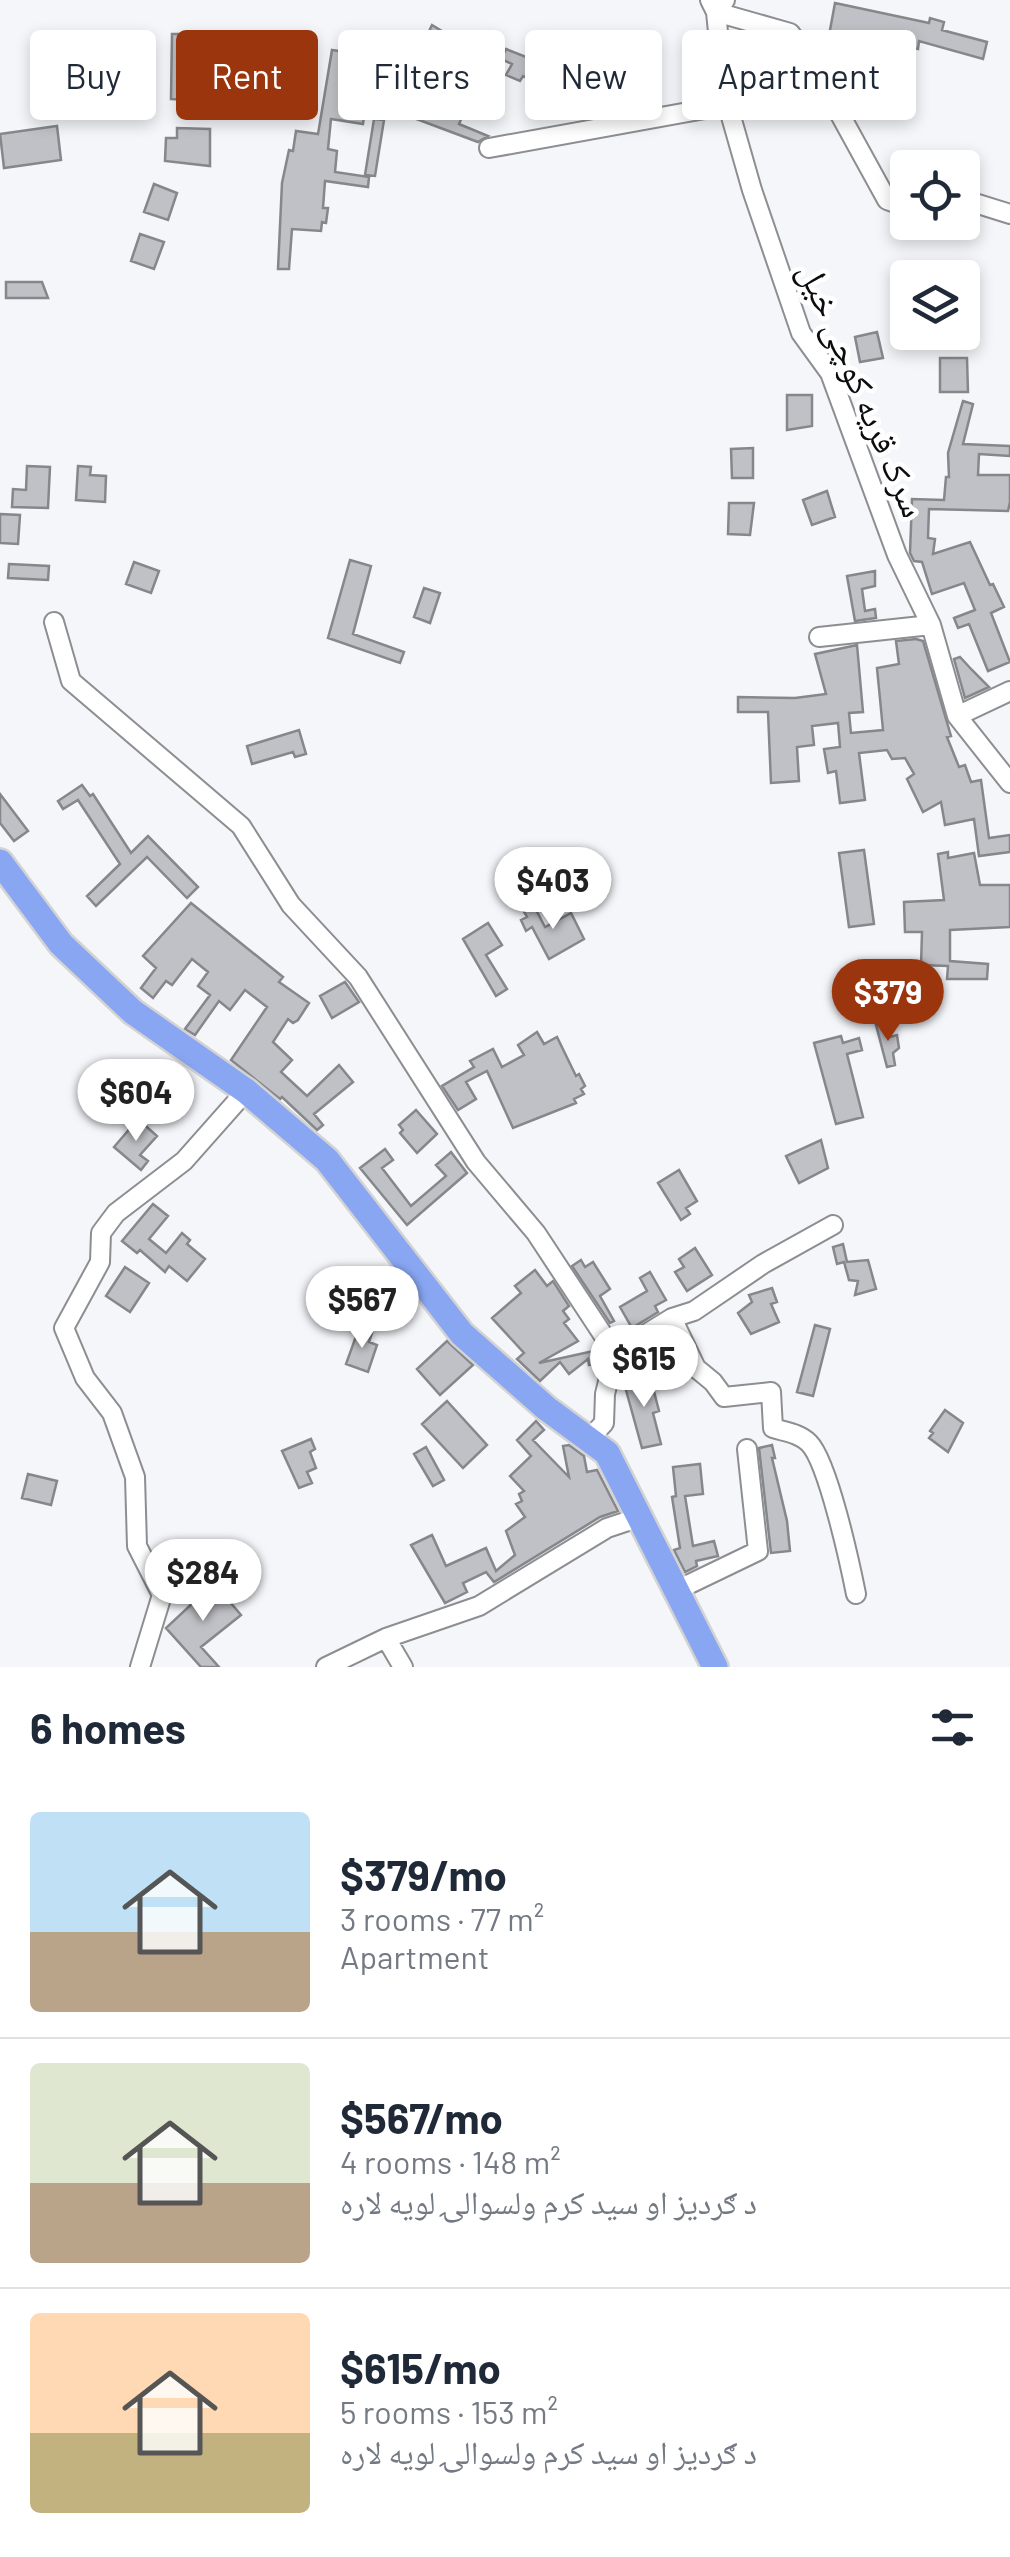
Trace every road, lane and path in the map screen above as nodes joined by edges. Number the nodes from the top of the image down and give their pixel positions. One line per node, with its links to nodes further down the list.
1 (716, 4): 2 (street, سرک قریه کوچی خیل); 6 (street)
2 (719, 30)
3 (682, 113): 5 (street)
4 (732, 120): 10 (street, سرک قریه کوچی خیل)
5 (489, 148)
6 (890, 201)
7 (980, 205): 8 (street)
8 (1010, 214)
9 (54, 622): 19 (street)
10 (931, 626): 11 (street); 13 (street, سرک قریه کوچی خیل)
11 (819, 637)
12 (1010, 692): 13 (street)
13 (957, 716): 14 (street, سرک قریه کوچی خیل)
14 (1010, 782)
15 (0, 862): 16 (highway)
16 (246, 1091): 20 (highway); 26 (street)
17 (832, 1225): 18 (street)
18 (672, 1318): 19 (street); 24 (street)
19 (616, 1353): 20 (street)
20 (589, 1438): 22 (highway)
21 (747, 1449): 23 (street)
22 (640, 1517): 23 (highway); 25 (street)
23 (675, 1591): 29 (highway)
24 (856, 1594)
25 (386, 1638): 27 (street); 28 (street)
26 (140, 1667)
27 (326, 1667)
28 (403, 1667)
29 (716, 1667)

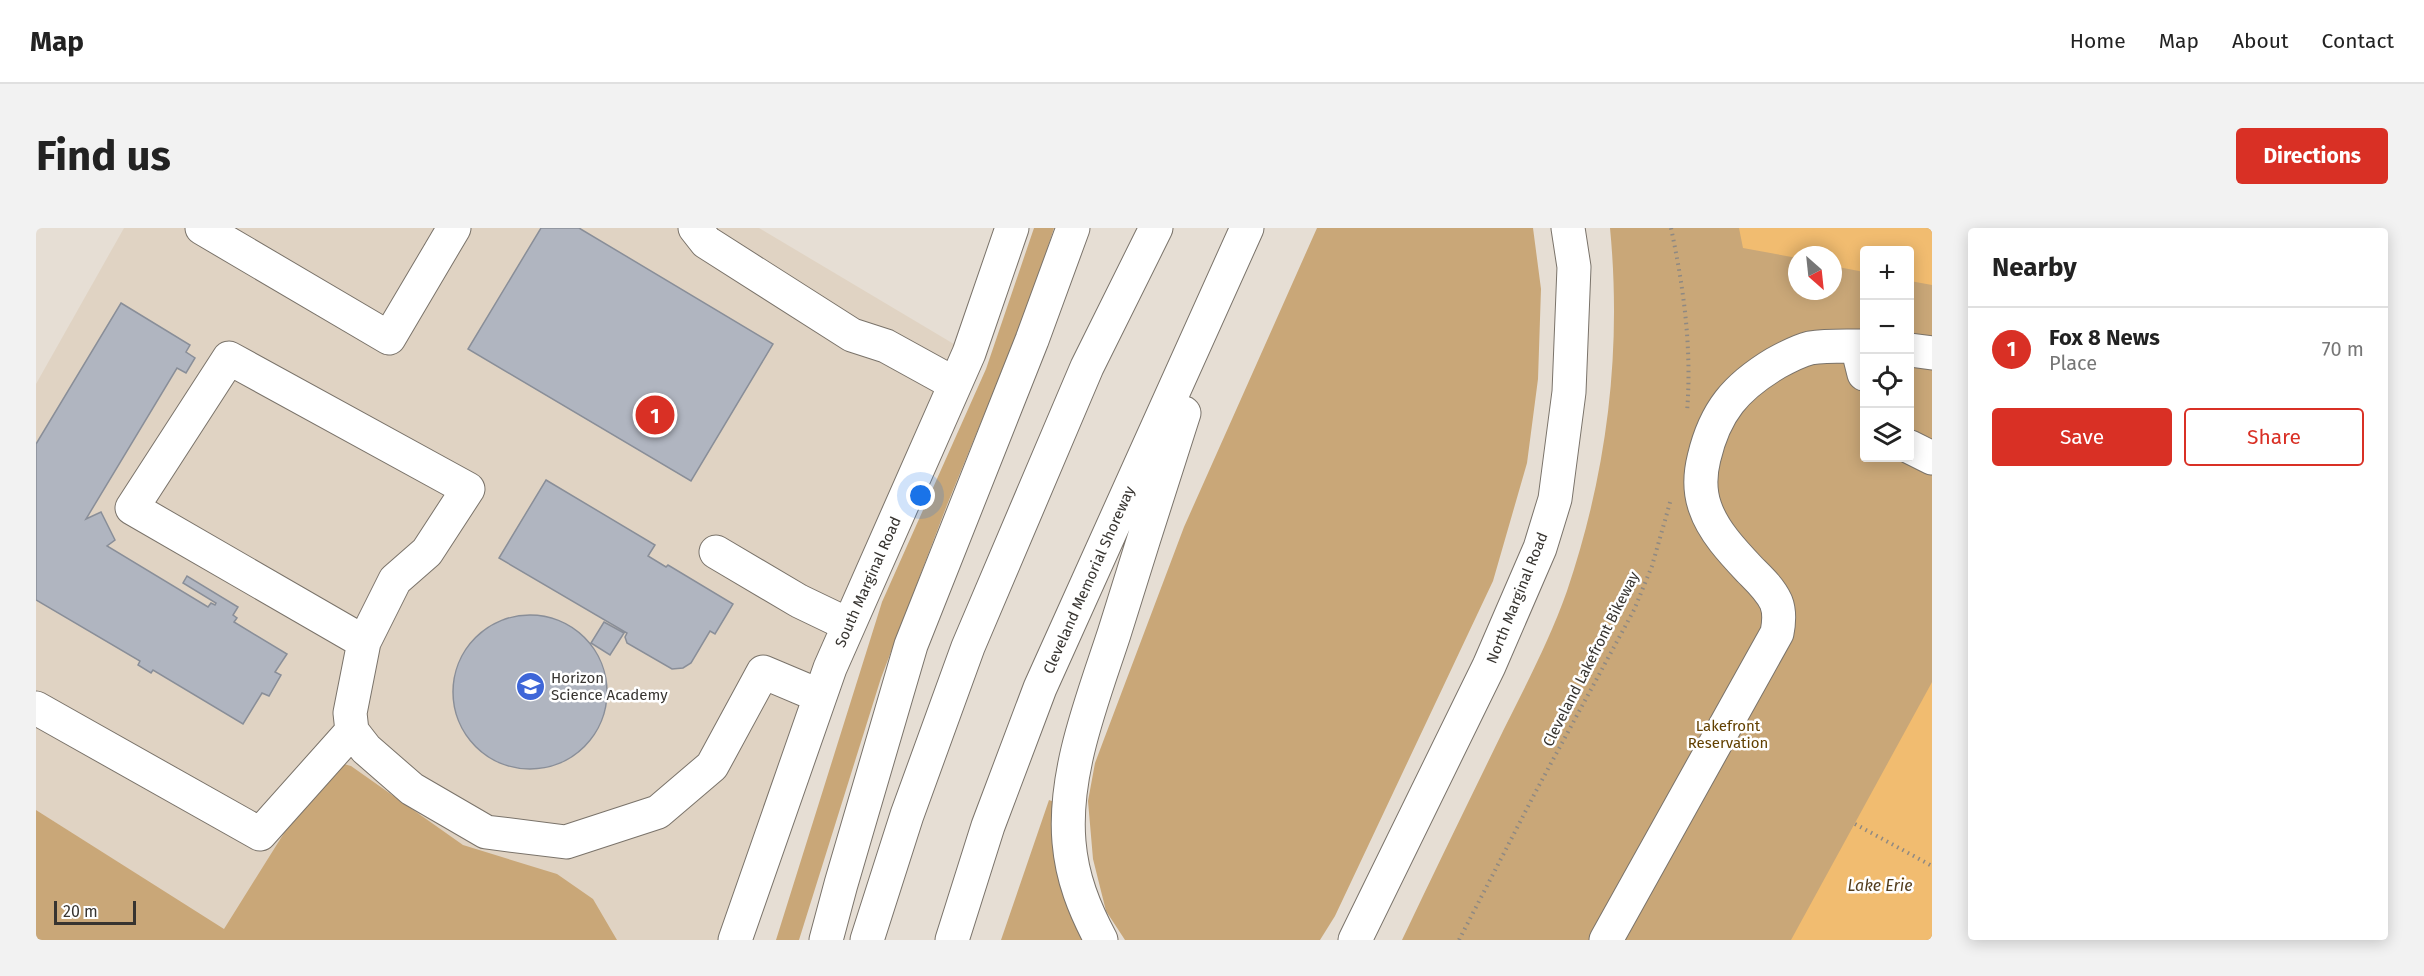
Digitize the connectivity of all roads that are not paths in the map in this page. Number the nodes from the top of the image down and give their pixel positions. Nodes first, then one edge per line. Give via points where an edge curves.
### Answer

——————

=== Task directions ===
Give every entry back unchanged, with no pictures.

=== Result of this task ===
Trace every road, lane and path in the map screen above as nodes joined by edges. Number the nodes from the top of the image down and give their pixel positions. One line per node, with its links to nodes further down the list.
1 (716, 4): 2 (street, سرک قریه کوچی خیل); 6 (street)
2 (719, 30)
3 (682, 113): 5 (street)
4 (732, 120): 10 (street, سرک قریه کوچی خیل)
5 (489, 148)
6 (890, 201)
7 (980, 205): 8 (street)
8 (1010, 214)
9 (54, 622): 19 (street)
10 (931, 626): 11 (street); 13 (street, سرک قریه کوچی خیل)
11 (819, 637)
12 (1010, 692): 13 (street)
13 (957, 716): 14 (street, سرک قریه کوچی خیل)
14 (1010, 782)
15 (0, 862): 16 (highway)
16 (246, 1091): 20 (highway); 26 (street)
17 (832, 1225): 18 (street)
18 (672, 1318): 19 (street); 24 (street)
19 (616, 1353): 20 (street)
20 (589, 1438): 22 (highway)
21 (747, 1449): 23 (street)
22 (640, 1517): 23 (highway); 25 (street)
23 (675, 1591): 29 (highway)
24 (856, 1594)
25 (386, 1638): 27 (street); 28 (street)
26 (140, 1667)
27 (326, 1667)
28 (403, 1667)
29 (716, 1667)

Digitize the connectivity of all roads that are not paths in the map in this page. Number the nodes from the top of the image down and give their pixel positions. Nodes first, then one edge per line. Give via points where an edge curves.
### Answer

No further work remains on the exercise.